Exercise aim:
Look through the data that follows and copy each line with the string "Boulevard".

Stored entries
━━━━
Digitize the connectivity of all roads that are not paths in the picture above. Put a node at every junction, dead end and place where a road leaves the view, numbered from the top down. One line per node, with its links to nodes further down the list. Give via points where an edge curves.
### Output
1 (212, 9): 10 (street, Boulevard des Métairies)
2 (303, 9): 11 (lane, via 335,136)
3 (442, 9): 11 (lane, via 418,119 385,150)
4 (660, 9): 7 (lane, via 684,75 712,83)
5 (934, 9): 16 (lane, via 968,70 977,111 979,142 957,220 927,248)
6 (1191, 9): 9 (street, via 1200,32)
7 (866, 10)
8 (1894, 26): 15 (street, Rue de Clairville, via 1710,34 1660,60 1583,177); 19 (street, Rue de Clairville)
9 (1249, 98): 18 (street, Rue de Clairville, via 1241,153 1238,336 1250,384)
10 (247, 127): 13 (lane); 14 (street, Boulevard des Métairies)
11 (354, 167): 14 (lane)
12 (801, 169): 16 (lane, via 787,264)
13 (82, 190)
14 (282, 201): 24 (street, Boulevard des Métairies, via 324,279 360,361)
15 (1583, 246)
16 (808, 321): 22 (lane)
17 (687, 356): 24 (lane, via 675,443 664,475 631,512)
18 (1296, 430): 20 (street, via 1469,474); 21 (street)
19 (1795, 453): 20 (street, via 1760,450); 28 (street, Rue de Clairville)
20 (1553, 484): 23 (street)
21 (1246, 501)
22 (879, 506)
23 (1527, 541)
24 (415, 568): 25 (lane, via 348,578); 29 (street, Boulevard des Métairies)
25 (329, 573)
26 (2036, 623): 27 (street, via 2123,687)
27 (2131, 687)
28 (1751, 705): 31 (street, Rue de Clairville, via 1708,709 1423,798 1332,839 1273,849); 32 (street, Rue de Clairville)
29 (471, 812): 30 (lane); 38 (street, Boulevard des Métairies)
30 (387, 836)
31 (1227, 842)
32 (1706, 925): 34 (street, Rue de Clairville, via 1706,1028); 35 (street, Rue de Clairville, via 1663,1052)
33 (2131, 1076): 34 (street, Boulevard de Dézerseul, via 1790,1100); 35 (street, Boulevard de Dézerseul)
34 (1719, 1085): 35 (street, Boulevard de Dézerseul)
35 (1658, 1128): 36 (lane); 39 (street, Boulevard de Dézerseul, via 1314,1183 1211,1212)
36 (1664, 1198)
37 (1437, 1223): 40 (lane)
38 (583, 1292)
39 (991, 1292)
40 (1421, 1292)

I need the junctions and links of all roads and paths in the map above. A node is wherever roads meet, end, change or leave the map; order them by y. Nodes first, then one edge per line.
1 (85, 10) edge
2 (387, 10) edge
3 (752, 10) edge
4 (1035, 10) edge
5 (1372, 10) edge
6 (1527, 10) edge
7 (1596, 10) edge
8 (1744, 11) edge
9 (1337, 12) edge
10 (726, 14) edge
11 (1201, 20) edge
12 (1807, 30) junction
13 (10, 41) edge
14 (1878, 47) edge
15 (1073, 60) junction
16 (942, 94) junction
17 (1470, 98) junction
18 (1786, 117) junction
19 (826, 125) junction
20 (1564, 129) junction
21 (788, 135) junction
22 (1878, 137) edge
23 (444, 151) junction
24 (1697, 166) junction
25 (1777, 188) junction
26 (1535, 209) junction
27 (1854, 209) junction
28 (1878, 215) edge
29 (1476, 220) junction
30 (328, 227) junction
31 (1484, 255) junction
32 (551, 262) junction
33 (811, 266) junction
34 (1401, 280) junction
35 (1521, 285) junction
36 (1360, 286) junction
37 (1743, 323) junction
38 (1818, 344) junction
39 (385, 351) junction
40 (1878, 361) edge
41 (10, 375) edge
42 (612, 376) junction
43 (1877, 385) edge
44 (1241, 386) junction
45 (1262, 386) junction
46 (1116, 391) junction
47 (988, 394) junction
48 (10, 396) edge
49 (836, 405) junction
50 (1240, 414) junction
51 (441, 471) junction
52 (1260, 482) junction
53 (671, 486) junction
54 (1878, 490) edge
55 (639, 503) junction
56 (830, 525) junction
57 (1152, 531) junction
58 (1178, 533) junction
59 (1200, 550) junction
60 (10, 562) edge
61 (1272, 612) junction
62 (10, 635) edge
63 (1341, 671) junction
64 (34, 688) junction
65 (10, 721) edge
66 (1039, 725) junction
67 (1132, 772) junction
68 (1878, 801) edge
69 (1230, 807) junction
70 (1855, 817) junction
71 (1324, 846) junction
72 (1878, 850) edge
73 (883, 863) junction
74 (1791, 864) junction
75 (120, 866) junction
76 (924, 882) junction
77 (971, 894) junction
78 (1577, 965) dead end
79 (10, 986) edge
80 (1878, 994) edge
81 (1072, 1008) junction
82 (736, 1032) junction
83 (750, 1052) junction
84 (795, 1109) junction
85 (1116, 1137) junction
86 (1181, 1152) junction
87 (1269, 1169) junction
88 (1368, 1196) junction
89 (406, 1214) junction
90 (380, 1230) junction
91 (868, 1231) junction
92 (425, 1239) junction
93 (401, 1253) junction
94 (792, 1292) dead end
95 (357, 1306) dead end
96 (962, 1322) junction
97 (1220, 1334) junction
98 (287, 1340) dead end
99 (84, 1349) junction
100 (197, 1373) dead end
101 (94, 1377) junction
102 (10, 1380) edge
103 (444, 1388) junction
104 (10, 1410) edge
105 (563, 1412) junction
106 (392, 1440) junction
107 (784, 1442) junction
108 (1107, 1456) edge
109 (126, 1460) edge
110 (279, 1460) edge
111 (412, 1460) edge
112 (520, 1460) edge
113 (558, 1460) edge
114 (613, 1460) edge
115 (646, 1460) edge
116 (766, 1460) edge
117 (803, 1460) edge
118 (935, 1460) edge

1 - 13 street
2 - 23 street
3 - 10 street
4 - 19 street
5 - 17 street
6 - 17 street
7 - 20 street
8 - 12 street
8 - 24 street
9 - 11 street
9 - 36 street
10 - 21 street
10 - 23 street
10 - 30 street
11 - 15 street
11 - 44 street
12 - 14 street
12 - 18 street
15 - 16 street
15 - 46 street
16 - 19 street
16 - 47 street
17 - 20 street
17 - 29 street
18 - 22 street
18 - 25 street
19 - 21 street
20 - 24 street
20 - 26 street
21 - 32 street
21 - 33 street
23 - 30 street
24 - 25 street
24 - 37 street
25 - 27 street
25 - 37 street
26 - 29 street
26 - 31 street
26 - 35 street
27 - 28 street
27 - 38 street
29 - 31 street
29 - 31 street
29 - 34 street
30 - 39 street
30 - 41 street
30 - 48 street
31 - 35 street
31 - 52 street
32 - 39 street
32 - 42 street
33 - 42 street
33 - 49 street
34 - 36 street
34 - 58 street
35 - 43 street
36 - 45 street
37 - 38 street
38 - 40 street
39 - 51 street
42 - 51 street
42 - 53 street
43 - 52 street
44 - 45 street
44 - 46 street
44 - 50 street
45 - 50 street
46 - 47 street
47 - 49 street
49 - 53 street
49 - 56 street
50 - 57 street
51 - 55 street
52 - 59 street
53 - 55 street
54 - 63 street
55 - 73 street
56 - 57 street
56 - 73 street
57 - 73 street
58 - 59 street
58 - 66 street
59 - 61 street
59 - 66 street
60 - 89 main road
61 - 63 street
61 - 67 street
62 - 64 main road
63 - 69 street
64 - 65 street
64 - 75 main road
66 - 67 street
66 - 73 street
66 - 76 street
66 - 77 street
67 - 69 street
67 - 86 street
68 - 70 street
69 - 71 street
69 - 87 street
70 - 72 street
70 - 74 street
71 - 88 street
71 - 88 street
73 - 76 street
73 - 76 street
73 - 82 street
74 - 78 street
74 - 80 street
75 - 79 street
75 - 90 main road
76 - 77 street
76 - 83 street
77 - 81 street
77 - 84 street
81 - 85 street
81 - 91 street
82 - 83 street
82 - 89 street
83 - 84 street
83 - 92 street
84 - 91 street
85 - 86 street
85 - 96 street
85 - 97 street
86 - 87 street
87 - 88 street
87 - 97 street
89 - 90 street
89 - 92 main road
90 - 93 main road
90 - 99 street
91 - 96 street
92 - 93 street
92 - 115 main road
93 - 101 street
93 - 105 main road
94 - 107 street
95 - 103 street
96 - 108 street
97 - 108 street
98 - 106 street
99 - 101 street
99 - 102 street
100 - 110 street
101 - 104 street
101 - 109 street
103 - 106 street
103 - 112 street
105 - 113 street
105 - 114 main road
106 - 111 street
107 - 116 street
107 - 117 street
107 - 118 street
━━━━
Worked solution:
1 (212, 9): 10 (street, Boulevard des Métairies)
10 (247, 127): 13 (lane); 14 (street, Boulevard des Métairies)
14 (282, 201): 24 (street, Boulevard des Métairies, via 324,279 360,361)
24 (415, 568): 25 (lane, via 348,578); 29 (street, Boulevard des Métairies)
29 (471, 812): 30 (lane); 38 (street, Boulevard des Métairies)
33 (2131, 1076): 34 (street, Boulevard de Dézerseul, via 1790,1100); 35 (street, Boulevard de Dézerseul)
34 (1719, 1085): 35 (street, Boulevard de Dézerseul)
35 (1658, 1128): 36 (lane); 39 (street, Boulevard de Dézerseul, via 1314,1183 1211,1212)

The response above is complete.